YOUR GOAL
Retype the records below from their first line through the line containing "position:relative; flex:1; overflow:hidden", and include nothing else.

Data entries
=== Section Start ===
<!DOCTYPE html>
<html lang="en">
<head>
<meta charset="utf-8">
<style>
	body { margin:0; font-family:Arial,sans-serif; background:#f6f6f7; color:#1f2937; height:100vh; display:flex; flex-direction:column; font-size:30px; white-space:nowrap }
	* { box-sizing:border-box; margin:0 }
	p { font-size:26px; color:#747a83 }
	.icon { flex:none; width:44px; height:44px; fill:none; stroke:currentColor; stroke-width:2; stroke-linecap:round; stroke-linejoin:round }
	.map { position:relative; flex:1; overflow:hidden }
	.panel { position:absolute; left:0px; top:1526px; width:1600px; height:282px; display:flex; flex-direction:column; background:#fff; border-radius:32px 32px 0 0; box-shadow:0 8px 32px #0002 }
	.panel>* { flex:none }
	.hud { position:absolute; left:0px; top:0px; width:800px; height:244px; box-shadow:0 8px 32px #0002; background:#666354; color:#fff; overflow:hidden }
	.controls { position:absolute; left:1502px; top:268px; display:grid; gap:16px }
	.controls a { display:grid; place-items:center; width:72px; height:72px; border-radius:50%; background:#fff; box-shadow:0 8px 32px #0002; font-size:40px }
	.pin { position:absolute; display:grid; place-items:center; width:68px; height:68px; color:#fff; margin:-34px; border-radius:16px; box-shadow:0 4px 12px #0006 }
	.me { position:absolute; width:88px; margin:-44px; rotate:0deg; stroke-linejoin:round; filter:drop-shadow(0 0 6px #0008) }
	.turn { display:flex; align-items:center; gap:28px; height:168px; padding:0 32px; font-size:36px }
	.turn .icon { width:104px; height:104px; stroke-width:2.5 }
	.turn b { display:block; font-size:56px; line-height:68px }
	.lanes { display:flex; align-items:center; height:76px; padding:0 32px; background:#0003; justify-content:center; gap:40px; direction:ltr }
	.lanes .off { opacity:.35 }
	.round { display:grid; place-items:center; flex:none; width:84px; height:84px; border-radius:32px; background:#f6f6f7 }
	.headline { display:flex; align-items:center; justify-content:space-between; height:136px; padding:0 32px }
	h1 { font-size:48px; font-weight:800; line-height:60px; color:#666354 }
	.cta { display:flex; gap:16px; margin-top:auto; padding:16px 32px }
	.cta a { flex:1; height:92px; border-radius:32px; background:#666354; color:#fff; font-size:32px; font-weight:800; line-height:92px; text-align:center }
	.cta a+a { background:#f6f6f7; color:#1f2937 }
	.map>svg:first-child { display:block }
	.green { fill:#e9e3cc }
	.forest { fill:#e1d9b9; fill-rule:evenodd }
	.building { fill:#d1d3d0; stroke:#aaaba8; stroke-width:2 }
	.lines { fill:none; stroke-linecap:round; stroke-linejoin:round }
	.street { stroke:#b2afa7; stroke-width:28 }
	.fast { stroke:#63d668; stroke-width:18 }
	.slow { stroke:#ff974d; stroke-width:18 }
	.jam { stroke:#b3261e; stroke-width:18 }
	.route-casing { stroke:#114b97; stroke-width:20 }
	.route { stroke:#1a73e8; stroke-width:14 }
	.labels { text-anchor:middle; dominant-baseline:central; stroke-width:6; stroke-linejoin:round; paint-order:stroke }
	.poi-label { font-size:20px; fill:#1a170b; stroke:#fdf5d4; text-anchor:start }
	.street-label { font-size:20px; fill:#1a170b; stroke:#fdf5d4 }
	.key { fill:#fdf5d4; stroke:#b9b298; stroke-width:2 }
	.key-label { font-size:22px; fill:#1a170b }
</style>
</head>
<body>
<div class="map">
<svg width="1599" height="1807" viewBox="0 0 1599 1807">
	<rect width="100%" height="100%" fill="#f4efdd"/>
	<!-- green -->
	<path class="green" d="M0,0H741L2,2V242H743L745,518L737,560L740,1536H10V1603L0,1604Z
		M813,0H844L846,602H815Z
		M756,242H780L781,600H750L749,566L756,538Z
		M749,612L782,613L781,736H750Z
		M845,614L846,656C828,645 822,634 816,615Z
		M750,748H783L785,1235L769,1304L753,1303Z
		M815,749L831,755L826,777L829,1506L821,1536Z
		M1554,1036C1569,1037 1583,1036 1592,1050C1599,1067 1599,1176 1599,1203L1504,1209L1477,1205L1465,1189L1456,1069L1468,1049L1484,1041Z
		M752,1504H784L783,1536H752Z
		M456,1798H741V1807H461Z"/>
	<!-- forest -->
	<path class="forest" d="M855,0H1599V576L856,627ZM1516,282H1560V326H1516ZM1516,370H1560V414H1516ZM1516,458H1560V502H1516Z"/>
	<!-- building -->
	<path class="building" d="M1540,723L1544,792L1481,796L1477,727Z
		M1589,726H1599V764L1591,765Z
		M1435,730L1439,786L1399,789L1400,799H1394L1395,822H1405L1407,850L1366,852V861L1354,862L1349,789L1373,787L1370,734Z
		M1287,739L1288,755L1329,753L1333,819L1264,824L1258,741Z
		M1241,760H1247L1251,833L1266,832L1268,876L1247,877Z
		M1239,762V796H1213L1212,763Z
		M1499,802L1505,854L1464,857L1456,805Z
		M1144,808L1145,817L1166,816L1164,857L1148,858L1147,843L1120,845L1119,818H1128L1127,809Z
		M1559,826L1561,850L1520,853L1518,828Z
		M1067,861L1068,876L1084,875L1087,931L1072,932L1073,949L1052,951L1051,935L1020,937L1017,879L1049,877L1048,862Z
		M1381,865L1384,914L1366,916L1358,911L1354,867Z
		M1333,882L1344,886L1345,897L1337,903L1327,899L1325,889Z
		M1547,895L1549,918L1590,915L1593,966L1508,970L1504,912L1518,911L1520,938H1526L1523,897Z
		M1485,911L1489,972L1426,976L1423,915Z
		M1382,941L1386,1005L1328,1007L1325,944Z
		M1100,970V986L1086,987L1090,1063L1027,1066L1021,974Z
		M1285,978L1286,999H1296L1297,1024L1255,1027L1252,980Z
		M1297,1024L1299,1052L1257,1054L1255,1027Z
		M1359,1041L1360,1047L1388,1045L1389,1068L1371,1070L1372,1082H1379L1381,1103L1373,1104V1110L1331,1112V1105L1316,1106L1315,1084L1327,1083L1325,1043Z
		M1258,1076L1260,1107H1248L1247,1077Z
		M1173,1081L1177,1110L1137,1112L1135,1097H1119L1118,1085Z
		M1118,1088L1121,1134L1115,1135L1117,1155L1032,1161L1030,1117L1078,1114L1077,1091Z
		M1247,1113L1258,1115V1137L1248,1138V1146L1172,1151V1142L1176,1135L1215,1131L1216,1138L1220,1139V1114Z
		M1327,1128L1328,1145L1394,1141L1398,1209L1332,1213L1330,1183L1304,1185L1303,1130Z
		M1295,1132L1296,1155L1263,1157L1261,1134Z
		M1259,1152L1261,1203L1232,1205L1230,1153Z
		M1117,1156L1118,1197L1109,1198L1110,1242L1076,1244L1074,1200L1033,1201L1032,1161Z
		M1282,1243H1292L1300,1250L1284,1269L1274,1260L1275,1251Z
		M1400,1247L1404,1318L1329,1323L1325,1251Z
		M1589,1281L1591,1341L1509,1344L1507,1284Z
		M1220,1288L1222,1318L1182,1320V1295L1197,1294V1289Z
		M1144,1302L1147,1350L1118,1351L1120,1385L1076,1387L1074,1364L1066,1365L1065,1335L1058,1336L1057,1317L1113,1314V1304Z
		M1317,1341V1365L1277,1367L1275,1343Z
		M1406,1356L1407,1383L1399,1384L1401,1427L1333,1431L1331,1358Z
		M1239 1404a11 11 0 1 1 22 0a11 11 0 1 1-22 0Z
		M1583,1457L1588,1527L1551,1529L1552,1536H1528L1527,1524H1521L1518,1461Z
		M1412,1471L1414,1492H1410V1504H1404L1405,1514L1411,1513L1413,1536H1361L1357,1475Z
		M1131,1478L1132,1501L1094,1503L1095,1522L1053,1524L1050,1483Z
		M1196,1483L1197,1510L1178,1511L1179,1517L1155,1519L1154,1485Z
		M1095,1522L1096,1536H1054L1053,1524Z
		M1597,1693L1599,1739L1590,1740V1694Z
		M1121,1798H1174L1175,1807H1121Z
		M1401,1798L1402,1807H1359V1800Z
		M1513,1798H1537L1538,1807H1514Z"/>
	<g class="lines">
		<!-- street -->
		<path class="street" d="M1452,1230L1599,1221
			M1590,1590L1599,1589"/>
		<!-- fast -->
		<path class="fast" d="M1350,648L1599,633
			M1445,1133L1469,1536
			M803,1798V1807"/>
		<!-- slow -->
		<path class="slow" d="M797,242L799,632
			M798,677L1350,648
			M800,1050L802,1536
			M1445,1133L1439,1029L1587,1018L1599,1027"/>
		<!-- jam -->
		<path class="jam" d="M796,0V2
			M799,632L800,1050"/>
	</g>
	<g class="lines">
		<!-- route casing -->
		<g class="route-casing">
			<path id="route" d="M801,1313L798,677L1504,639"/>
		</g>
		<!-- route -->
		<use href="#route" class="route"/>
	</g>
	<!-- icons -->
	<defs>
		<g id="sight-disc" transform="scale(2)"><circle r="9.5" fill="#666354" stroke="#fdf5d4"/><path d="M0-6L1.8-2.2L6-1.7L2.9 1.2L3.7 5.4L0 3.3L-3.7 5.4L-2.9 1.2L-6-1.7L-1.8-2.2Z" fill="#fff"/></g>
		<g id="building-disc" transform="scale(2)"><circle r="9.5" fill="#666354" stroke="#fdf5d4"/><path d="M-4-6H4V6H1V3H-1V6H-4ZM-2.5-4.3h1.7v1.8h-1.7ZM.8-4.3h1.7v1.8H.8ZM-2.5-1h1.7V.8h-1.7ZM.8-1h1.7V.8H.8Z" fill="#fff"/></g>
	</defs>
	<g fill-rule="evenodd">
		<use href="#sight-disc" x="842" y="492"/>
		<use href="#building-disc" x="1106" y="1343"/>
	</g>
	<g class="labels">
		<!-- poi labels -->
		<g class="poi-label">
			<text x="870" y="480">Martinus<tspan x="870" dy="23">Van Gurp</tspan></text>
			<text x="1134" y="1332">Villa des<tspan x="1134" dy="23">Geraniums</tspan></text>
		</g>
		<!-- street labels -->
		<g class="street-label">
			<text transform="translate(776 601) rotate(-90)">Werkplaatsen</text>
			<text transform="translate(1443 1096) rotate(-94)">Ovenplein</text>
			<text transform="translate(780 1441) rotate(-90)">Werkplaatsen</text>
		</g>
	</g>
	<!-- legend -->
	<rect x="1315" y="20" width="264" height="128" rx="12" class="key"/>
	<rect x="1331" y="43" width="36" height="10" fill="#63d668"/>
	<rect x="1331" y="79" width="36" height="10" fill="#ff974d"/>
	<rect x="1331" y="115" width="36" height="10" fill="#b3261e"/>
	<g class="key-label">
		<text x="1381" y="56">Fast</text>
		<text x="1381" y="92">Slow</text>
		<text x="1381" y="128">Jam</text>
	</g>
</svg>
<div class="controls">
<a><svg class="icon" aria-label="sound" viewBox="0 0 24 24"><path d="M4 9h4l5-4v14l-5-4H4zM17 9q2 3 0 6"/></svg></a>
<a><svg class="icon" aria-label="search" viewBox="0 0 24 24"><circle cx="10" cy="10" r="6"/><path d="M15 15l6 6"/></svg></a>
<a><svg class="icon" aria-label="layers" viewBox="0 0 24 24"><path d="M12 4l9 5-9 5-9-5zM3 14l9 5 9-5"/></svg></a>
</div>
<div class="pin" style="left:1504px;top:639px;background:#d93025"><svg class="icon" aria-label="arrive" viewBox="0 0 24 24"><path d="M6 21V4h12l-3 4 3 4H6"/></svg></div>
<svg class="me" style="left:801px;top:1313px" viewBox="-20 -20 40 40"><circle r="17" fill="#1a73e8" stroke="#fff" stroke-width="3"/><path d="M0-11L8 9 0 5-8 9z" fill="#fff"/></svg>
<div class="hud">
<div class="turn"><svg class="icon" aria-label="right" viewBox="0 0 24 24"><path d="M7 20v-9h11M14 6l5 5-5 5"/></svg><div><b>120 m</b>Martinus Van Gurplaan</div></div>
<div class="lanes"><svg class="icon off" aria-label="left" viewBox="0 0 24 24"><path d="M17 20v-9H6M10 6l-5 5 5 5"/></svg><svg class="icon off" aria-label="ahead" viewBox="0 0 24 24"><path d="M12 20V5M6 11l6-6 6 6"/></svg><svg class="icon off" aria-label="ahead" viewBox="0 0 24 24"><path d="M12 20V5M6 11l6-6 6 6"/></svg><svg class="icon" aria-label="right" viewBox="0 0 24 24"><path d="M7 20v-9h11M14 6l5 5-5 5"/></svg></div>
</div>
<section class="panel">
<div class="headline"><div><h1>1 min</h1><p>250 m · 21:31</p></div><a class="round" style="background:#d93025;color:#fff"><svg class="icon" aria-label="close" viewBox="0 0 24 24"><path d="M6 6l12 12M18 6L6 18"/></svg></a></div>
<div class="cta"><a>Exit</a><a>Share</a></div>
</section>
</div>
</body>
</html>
=== Section End ===
WRITTEN ANSWER
<!DOCTYPE html>
<html lang="en">
<head>
<meta charset="utf-8">
<style>
	body { margin:0; font-family:Arial,sans-serif; background:#f6f6f7; color:#1f2937; height:100vh; display:flex; flex-direction:column; font-size:30px; white-space:nowrap }
	* { box-sizing:border-box; margin:0 }
	p { font-size:26px; color:#747a83 }
	.icon { flex:none; width:44px; height:44px; fill:none; stroke:currentColor; stroke-width:2; stroke-linecap:round; stroke-linejoin:round }
	.map { position:relative; flex:1; overflow:hidden }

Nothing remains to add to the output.